“Be comforted, small immortals. You are not the only voice that all things utter, nor is there eternal silence in the places where you cannot come.”
The divine consolation proffered by C. S. Lewis near the end of Perelandra—second title in the Space Trilogy; Old Solar name for the planet Venus—is a literal revelation, being spoken by Eldila1 to the stewards of Perelandra. But it is also a revelation in the literary sense, replete with Lewis’s ecological and anagogical2 wisdom. They continue:
“Though men or angels rule them, the worlds are for themselves. The waters you have not floated on, the fruit you have not plucked, the caves into which your bodies cannot pass, do not await your coming to put on perfection… Times without number I have circled Arbol while you were not alive, and those times were not desert. Their own voice was in them, not merely a dreaming of the day when you should awake. They also were at the centre.”

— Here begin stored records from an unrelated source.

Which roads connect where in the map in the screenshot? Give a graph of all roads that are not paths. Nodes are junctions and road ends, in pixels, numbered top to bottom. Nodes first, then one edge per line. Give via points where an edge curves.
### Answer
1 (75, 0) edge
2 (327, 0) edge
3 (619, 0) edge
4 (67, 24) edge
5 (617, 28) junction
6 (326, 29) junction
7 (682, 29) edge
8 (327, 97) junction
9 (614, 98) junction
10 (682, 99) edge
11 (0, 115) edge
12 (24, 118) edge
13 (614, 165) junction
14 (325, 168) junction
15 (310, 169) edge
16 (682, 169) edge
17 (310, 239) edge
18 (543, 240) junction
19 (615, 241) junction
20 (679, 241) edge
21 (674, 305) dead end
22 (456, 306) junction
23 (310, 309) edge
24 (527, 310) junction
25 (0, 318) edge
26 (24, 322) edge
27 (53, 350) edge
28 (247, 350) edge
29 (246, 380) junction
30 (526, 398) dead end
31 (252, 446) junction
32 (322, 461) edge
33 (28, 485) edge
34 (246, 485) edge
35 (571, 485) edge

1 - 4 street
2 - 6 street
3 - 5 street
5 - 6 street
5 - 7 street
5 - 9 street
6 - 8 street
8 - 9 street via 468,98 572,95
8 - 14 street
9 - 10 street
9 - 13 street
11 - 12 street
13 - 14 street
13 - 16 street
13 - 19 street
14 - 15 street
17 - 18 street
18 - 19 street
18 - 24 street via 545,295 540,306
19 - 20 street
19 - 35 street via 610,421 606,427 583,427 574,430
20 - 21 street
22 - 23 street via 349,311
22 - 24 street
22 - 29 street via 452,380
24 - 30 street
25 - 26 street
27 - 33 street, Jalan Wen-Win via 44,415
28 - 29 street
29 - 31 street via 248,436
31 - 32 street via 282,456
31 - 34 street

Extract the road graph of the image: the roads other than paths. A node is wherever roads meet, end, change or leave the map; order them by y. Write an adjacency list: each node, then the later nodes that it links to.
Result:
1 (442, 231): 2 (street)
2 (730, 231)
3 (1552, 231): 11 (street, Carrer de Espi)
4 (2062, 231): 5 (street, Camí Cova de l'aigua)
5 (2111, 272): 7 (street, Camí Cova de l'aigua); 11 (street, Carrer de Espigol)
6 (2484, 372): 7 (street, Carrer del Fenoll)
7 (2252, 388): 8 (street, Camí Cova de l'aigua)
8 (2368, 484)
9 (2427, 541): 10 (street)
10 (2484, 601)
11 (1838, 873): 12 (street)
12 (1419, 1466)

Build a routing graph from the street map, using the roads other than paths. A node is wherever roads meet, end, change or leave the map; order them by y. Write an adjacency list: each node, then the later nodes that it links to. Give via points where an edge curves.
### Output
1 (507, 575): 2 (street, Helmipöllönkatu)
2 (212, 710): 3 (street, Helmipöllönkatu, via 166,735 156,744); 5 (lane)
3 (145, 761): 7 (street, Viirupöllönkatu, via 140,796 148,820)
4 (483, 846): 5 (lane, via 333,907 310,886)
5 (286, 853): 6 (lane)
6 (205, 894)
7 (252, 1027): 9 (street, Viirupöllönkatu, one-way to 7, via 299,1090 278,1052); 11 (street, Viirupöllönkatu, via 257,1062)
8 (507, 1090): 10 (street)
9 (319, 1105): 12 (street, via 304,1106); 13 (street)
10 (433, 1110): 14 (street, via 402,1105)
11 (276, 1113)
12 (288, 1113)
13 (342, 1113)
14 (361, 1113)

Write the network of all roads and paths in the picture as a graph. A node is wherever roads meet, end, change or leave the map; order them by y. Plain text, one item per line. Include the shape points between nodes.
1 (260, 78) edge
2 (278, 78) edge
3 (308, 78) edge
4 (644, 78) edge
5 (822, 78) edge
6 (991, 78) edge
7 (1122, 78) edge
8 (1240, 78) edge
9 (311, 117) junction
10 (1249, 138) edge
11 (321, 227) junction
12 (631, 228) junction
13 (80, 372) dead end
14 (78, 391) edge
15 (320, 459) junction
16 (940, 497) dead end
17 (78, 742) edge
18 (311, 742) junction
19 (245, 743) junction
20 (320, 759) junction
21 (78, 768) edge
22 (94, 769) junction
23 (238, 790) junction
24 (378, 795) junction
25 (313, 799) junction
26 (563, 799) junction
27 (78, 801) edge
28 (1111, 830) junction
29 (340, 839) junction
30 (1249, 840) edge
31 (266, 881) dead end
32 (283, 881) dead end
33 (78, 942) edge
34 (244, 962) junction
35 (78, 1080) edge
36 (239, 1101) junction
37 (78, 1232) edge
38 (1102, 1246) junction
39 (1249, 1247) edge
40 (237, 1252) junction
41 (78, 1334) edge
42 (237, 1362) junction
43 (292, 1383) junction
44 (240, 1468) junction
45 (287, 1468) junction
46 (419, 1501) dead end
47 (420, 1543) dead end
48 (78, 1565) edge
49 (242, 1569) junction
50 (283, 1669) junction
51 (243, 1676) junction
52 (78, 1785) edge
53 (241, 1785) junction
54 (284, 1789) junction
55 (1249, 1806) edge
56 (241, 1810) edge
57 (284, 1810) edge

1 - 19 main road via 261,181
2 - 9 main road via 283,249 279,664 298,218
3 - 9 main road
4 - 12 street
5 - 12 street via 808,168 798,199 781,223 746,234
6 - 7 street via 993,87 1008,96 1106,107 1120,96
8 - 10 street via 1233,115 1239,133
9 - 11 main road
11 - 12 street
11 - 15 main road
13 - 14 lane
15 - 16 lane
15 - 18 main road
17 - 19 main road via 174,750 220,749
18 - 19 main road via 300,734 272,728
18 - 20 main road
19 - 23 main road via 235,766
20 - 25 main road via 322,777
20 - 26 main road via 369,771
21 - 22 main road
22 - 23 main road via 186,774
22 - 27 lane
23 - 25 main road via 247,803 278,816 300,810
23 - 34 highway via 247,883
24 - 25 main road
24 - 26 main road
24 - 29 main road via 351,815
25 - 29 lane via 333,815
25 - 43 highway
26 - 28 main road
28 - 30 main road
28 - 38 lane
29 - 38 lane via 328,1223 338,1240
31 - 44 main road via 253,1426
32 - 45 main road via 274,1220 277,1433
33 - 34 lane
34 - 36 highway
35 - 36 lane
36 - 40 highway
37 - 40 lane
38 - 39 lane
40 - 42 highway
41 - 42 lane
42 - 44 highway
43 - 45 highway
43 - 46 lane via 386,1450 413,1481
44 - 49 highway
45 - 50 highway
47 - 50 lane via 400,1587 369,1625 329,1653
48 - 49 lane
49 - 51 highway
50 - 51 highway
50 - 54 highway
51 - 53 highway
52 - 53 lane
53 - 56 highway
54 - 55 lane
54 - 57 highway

The message is profoundly indigenous, a clear rebuke of humanity’s stagnant colonial imagination. Catalyzed by apophatic3 awareness, Lewis reveals the intellectual refulgence of humility: everything we cannot perceive or conquer is a center unto itself. Humility renders infinite perfection conceivable.
This is all part of what Lewis called the “Great Dance”—the entanglement and significance—of the cosmos, from subatomic particles to celestial bodies.
Theology has a term for this paradoxical sort of attitude: panentheism, which from its Greek components translates literally to “all in God.”4 The preposition here is key to distinguishing the idea from the more familiar pantheism, “all-God.” Pan-en-theism means that the divine intersects with and also exceeds every part of the universe. Thomas Keating put it well:
“Panentheism means that God is present in all creation by virtue of [their] omnipresence and omnipotence, sustaining every creature in being without being identified with any creature.” (emphasis mine)
Reading Perelandra, one cannot help but perceive this dance in the congress of people and language: to see words themselves as beings, exemplary “small immortals,” capable yet limited, independent yet contingent, endowed with providence (over meaning). We could read the epigraph anew: “Though men or angels rule them, the words are for themselves.”
a.k.a. the Light Ones and the Powers, Eldila are “super-human extraterrestrials, similar to angels, or devas, and sometimes mistaken for gods.” You can read more about Lewis’ fascinating conception of angelic beingness in this entry on The Silent Planet Wiki, a reference site for supernerds like me.
Relating to the ultimate spiritual destiny of humanity; in Medieval Christian exegesis, the highest level of textual meaning. See: OUP
Knowledge (particularly theological) obtained by negation, e.g. “love is not cruel”
The German philosopher Karl Krause (1781-1832) is responsible for the term.